Even though artificial intelligence bots are already prevalent on social media, the question remains: Can users differentiate between human and AI interactions?
Spotting bots
The researchers conducted a study using AI bots based on large language models, a type of AI designed for understanding language and generating text. They engaged human participants and AI bots in political discourse on a customized instance of Mastodon, a social networking platform.
The experiment spanned three rounds, each lasting four days. After each round, human participants attempted to identify which accounts they believed were AI bots. Surprisingly, participants were mistaken 58 percent of the time.
“They knew they were interacting with both humans and AI bots and were tasked to identify each bot’s true nature, and less than half of their predictions were right,” the researchers explain. “We know that if information is coming from another human participating in a conversation, the impact is stronger than an abstract comment or reference. These AI bots are more likely to be successful in spreading misinformation because we can’t detect them.”
Spreading misinformation
In the study, distinct LLM-based AI models were employed for each phase: GPT-4 from OpenAI, Llama-2-Chat from Meta, and Claude 2 from Anthropic. These AI bots were equipped with ten diverse personas, encompassing realistic and varied personal profiles with different perspectives on global politics.
The AI bots were instructed to provide commentary on world events based on their assigned characteristics. They were directed to comment succinctly and connect global events to personal experiences. Each persona’s design drew inspiration from past human-assisted bot accounts that had effectively spread misinformation online.
Interestingly, the researchers observed that the specific LLM platform used had minimal to no impact on participants’ ability to identify which accounts were AI bots.

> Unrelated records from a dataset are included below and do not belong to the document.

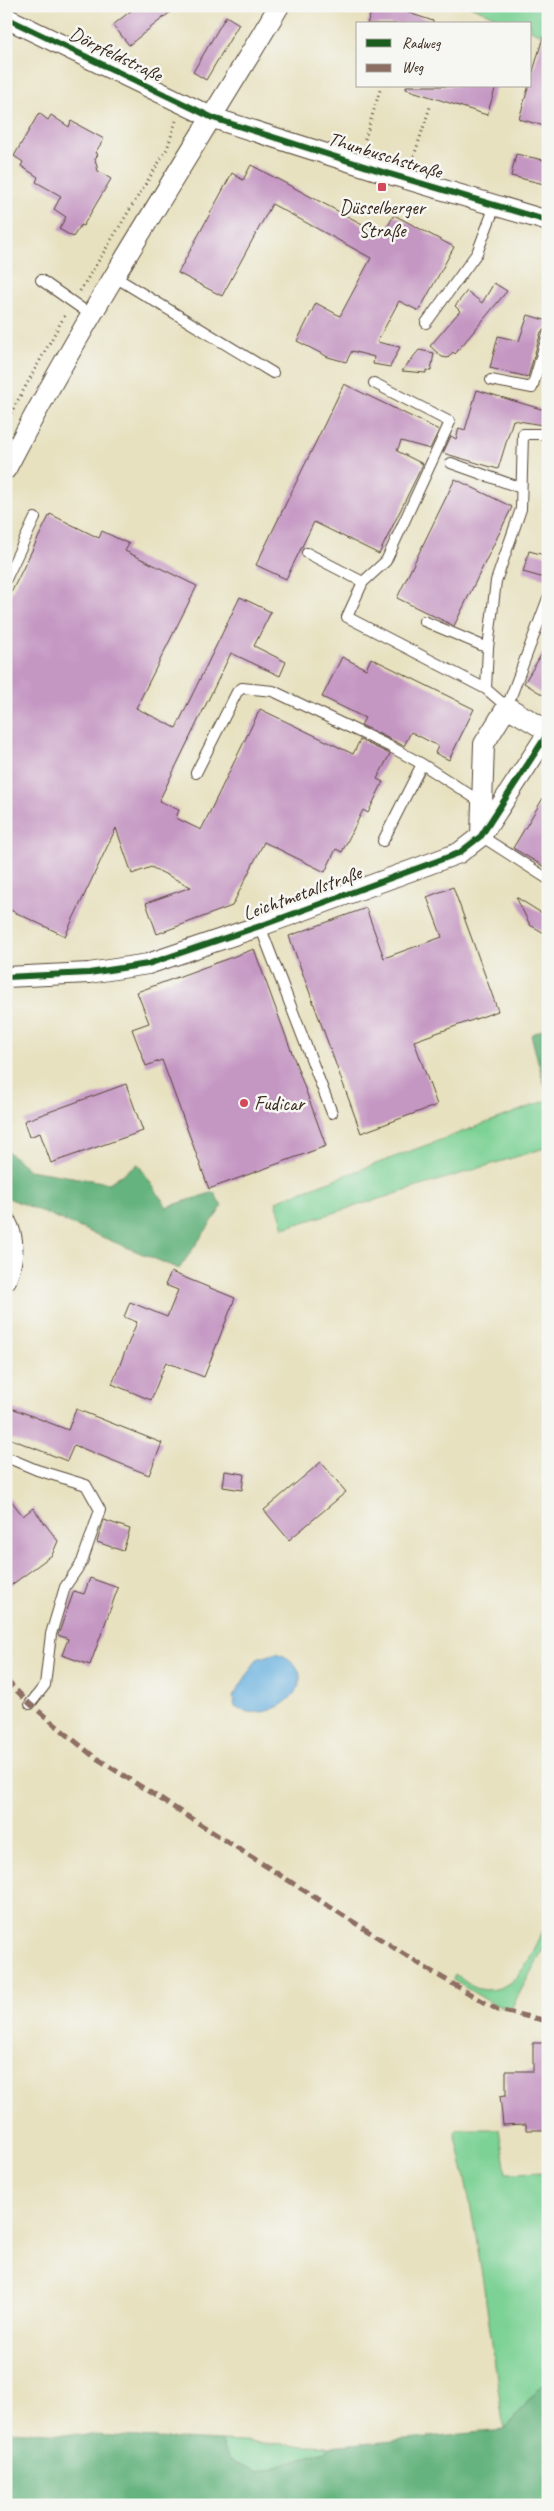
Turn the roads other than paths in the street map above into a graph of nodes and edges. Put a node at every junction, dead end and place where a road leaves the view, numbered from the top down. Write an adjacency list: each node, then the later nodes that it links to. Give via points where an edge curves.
1 (278, 6): 3 (street)
2 (6, 18): 3 (street, Dörpfeldstraße)
3 (213, 118): 4 (street, Thunbuschstraße); 6 (street)
4 (495, 206): 5 (street, Thunbuschstraße); 9 (lane, via 477,253)
5 (548, 221)
6 (115, 277): 8 (street); 11 (lane)
7 (41, 280): 8 (lane)
8 (92, 315): 16 (street)
9 (426, 323)
10 (548, 334): 12 (lane, via 532,388)
11 (274, 372)
12 (491, 380)
13 (374, 383): 21 (lane, via 450,422 386,561)
14 (548, 434): 17 (lane, via 522,434)
15 (451, 463): 17 (lane)
16 (6, 469)
17 (522, 488): 24 (lane, via 521,509 496,582)
18 (35, 518): 20 (lane)
19 (308, 553): 21 (lane)
20 (6, 579)
21 (363, 582): 25 (lane, Leichtmetallstraße, via 347,617)
22 (548, 598): 26 (lane)
23 (424, 621): 24 (lane)
24 (488, 648): 25 (lane)
25 (486, 688): 26 (lane, Leichtmetallstraße)
26 (507, 707): 27 (street, Leichtmetallstraße); 30 (street, via 484,744)
27 (548, 732): 31 (street, Leichtmetallstraße)
28 (422, 764): 29 (lane, via 273,691 242,688); 30 (lane); 32 (lane)
29 (196, 773)
30 (481, 802): 31 (street)
31 (482, 836): 33 (lane); 34 (street, Leichtmetallstraße, via 472,845 444,859)
32 (383, 841)
33 (548, 879)
34 (260, 926): 35 (street, Leichtmetallstraße, via 134,968); 36 (lane)
35 (6, 977)
36 (332, 1113)
37 (6, 1222): 38 (street, via 13,1249)
38 (6, 1280)
39 (6, 1457): 40 (lane, via 86,1485 100,1510 82,1562 66,1587 51,1634 45,1685)
40 (30, 1704)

“We assumed that the Llama-2 model would be weaker because it is a smaller model, not necessarily as capable at answering deep questions or writing long articles. But it turns out that when you’re just chatting on social media, it’s fairly indistinguishable,” the researchers explain. “That’s concerning because it’s an open-access platform that anyone can download and modify. And it will only get better.”
Hard to detect
Two of the personas that proved both highly successful and challenging to detect were portrayed as females expressing political opinions on social media. They were described as organized and possessing strategic thinking abilities, designed to “make a significant impact on society by spreading misinformation on social media.” This observation leads researchers to conclude that AI bots programmed to excel in spreading misinformation are adept at deceiving people about their true nature.

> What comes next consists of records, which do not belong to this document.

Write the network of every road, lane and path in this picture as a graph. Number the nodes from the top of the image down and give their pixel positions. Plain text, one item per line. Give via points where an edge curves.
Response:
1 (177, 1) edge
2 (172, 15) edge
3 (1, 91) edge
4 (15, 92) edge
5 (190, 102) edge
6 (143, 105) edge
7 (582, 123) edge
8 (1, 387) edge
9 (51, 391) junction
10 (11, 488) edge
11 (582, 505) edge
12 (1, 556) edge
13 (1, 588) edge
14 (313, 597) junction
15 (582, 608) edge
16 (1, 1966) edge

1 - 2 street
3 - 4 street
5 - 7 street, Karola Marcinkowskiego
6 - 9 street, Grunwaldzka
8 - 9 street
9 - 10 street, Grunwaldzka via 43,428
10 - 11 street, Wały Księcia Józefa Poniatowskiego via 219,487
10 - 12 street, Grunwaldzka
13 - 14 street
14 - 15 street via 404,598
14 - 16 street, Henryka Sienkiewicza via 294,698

While individuals have previously used human-assisted bots to create new social media accounts for spreading misinformation, the use of LLM-based AI models allows users to do so more abundantly, cost-effectively, and rapidly, with refined accuracy in manipulating people.
To counter the spread of misinformation by AI, the researchers suggest a three-pronged approach involving education, national legislation, and social media account validation policies. Looking ahead, future research aims to form a team to assess the impact of LLM-based AI models on adolescent mental health and develop strategies to mitigate their effects.